Dsundonald was only 16 years old when he succeeded his elder brother William, who according to his uncle Charles Douglas, 2nd earl of Selkirk [S], was ‘one of the hopefullest youths I ever saw’. The new earl’s situation was not happy: a sickly child, caught in the crossfire of competing family interests. His widowed mother, who had married Charles Hay†, styled Lord Yester (later 3rd marquess of Tweeddale [S]), fretted over him and would not let him live on his own in the ancestral home at Paisley, as his brother had done.

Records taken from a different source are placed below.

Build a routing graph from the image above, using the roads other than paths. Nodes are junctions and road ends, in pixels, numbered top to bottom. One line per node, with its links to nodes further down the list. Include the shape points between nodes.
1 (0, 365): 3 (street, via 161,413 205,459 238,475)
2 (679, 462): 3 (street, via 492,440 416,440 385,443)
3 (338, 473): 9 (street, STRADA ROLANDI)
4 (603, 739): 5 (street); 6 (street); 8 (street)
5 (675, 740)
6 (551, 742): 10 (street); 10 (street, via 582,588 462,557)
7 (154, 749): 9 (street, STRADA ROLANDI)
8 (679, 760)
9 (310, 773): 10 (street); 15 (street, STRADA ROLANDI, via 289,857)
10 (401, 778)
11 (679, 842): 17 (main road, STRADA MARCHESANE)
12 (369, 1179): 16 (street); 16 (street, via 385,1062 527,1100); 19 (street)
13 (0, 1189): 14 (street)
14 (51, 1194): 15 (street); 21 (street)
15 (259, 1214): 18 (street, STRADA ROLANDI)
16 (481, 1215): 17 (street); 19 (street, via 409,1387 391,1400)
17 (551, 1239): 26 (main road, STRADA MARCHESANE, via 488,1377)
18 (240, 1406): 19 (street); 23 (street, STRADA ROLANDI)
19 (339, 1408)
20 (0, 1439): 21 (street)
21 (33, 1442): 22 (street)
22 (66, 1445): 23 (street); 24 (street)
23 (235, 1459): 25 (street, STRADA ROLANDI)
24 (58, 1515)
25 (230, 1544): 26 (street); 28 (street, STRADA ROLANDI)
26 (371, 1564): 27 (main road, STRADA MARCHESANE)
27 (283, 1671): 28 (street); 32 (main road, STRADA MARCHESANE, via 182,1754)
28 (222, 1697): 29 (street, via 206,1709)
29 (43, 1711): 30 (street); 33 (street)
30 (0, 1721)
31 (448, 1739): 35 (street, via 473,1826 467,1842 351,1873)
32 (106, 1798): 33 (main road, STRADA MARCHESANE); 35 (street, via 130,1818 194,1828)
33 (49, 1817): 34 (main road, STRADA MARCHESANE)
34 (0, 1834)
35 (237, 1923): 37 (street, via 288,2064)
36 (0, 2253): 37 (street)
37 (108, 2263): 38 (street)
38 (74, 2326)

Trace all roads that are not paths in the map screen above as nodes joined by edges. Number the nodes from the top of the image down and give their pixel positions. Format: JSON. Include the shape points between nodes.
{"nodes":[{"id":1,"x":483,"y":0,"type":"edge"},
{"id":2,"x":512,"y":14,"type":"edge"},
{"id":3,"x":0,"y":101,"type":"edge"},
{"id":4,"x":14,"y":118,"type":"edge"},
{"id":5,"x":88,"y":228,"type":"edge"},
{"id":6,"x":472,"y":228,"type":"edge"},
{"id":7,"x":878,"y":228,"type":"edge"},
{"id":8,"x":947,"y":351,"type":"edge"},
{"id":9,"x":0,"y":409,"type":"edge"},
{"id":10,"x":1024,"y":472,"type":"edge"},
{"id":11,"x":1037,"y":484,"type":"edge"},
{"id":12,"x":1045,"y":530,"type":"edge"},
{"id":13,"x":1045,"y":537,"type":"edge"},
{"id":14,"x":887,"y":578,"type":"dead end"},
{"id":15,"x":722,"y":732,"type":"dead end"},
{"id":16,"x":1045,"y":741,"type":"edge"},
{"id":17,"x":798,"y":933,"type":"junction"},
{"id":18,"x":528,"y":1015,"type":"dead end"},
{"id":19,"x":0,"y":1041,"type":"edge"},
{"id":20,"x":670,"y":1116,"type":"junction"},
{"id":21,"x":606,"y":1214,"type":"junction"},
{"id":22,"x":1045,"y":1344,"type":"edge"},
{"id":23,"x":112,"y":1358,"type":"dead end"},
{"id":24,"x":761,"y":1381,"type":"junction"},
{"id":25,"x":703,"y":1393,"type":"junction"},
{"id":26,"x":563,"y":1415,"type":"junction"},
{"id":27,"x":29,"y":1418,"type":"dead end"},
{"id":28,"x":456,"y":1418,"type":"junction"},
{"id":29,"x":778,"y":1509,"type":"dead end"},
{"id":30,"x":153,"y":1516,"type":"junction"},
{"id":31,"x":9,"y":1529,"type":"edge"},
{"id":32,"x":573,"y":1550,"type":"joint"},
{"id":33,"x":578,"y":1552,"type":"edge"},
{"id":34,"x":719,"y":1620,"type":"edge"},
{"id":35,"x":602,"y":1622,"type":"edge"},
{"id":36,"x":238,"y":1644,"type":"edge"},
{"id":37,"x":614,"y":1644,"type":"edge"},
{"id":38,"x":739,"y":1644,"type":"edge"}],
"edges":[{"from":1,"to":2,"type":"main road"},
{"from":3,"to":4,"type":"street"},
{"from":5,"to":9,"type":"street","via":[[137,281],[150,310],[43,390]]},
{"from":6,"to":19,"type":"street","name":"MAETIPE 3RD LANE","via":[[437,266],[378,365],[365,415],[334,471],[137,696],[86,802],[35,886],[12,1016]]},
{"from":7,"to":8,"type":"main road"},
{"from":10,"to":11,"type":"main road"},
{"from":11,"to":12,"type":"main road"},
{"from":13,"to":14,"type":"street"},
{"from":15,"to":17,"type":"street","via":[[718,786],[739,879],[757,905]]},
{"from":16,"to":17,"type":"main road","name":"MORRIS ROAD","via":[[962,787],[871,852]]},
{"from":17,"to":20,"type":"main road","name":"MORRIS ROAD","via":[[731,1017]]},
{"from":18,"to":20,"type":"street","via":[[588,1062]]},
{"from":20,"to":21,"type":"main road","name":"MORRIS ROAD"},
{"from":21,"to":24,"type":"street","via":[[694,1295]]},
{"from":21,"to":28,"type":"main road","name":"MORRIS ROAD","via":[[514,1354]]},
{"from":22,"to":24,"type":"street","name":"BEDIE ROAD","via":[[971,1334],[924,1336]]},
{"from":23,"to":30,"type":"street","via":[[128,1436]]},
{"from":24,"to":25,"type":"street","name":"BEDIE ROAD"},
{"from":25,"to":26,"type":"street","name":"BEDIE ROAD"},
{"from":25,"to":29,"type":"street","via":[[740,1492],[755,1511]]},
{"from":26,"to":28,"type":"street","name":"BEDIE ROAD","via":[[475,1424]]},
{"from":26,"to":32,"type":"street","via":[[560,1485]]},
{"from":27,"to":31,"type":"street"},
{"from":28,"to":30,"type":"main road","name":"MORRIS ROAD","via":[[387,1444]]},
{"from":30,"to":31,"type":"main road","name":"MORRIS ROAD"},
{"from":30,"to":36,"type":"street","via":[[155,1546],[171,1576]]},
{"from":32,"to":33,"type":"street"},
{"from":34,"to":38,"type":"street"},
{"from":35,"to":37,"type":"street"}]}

She called in the head of her family, her brother James Hamilton, 4th duke of Hamilton [S] (later duke of Brandon), to bolster her demand that Dundonald live in her household.
Guided by Hamilton, Dundonald took part in the election of the Scottish representative peers at Holyrood Abbey on 17 June 1708. He voted for the list agreed by Hamilton with Lord Yester’s friends in the Squadrone, but because he was himself still a minor — 17 days short of his 21st birthday — two members of the court party protested that his votes were invalid.
Dundonald was present again at the peers’ election in 1710, supporting the candidates agreed by the new Tory administration of Robert Harley, later earl of Oxford, with Hamilton, John Erskine, 22nd earl of Mar [S], and John Campbell, 2nd duke of Argyll [S] (earl of Greenwich), a list which included his brother-in-law, Dunmore.
When Dundonald heard that Hamilton had been appointed ambassador to France, he was eager to accompany him, and in late August 1712 wrote to his uncle from Ghent asking him to obtain the necessary permission from the queen.
Dundonald stayed on in Paris, however, until the autumn of 1713, returning to Edinburgh on 6 Oct. 1713 just two days before the election of representative peers. He had sought Oxford’s assistance in advance, as well as that of George Hamilton, earl of Orkney [S]. This, combined with the approval of Argyll, ensured his successful candidacy.
Midway through the session Dundonald was permitted to purchase from the now disgraced Argyll (for the sum of £10,000) the colonelcy of the 4th troop of Horse Guards.
When the Lords met following the queen’s death, on 1 Aug., he was again present, and he attended 80 per cent of sittings until Parliament was prorogued on 25 August. In spite of his reputed Jacobite sympathies, Dundonald remained in office after the accession of George I, not least because his financial health may not have been sound enough to sustain the loss of what was a very substantial investment in his army commission.
Dundonald died suddenly on 5 June 1720, leaving behind a reputation for piety and philanthropy, which he may have taken from his beloved first wife.